Drug Therapy Flashcards
What factors affect oral absorption bioavailability?
Formulation
The ability of drug to pass physiological barriers - particle size, lipid solubility, degree of ionisation
Gastrointestinal effects - gut mobility, food, illness
First-pass metabolism
Transport across membranes - passive diffusion (most important), protein-mediated transport, filtration, bulk flow
What is first pass metabolism?
A phenomenon of drug metabolism whereby the concentration of a drug, specifically when administered orally, is greatly reduced before it reaches the systemic circulation.
What is the most frequent transport mechanism of drugs?
Passive diffusion down a concentration gradient
How do lipid soluble drugs diffuse?
By dissolving in the lipoidal matrix of the membrane
Do drugs ionise in water?
Most drugs do not completely ionise in water
What does the degree of drug ionisation depend on?
As most drugs are weak acids or bases the degree of ionisation depends on the pH of the environment
In respect to ionisation, what does not cross the membrane?
Both ionised and un-ionised forms will be present.

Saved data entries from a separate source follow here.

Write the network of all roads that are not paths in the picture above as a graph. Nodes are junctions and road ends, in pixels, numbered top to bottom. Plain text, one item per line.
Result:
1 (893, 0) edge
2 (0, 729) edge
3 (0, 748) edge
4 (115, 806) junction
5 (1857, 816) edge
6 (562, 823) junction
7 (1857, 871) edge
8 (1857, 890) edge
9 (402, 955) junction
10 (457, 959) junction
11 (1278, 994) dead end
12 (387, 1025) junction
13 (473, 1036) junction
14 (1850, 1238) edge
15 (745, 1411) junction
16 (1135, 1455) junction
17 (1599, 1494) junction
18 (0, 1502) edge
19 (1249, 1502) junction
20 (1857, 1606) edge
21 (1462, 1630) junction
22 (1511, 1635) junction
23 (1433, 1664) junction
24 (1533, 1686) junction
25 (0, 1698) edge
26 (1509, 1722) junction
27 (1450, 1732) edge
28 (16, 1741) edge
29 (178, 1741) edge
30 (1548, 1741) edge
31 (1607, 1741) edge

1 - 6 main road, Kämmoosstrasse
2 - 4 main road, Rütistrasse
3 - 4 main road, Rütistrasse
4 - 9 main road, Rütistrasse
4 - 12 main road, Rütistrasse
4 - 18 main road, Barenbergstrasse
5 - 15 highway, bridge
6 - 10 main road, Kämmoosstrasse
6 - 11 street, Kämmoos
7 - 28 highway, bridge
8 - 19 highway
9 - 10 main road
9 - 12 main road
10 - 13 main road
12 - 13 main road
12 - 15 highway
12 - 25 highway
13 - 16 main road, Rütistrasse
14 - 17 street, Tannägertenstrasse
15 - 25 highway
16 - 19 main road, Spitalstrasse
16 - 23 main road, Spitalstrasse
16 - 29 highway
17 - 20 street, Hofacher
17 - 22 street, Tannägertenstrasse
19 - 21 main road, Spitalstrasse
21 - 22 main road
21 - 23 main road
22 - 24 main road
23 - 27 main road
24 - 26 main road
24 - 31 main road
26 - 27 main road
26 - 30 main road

The ionised drug does not cross the membrane
What should un-ionised drugs do at the membrane?
The un-ionised form should distribute across the membrane until the equilibrium is reaches - an equal concentration at each side
What does a drug have to be in order to cross a lipid layer?
In solution and lipid soluble
What key factors affect passive transport?
Molecular size
Lipid solubility
Polarity
Degree of ionisation
pH of environment
Where does filtration normally occur?
Through channels in the cell membrane
What is filtration the normal method for?
Water-soluble molecules with a molecular weight of <100
Where does bulk flow of liquid occur?
Through inter-cellular pores
What is active transport?
Energy-dependent transport across membranes against a concentration gradient
What do drugs must do to undergo active transport?
Resemble naturally occurring compounds
The drug is reversibly bound to a carrier system
What physiological barrier on the GI tract in necessary for drugs to pass from one side into the other to get into circulation?
Lipid membranes that contain receptors, ion channels and a variety of proteins.
What does the speed of gastric emptying affect?
The speed at which the drug reaches the site of absorption
Where are most drugs absorbed?
Small intestine
How does food impact rate of absorption?
Can enhance or impair rate of drug absorption
How can malabsorption impact rate of absorption?
Can increase or decrease rate of absorption
How do migranes impact the rate of absorption of analgesic drugs?
Reduces rate of stomach emptying and increase rate of absorption
What can knowledge of first pass metabolism assist in?
Deciding on doses and dose schedules
What routes can be taken to avoid first pass metabolism?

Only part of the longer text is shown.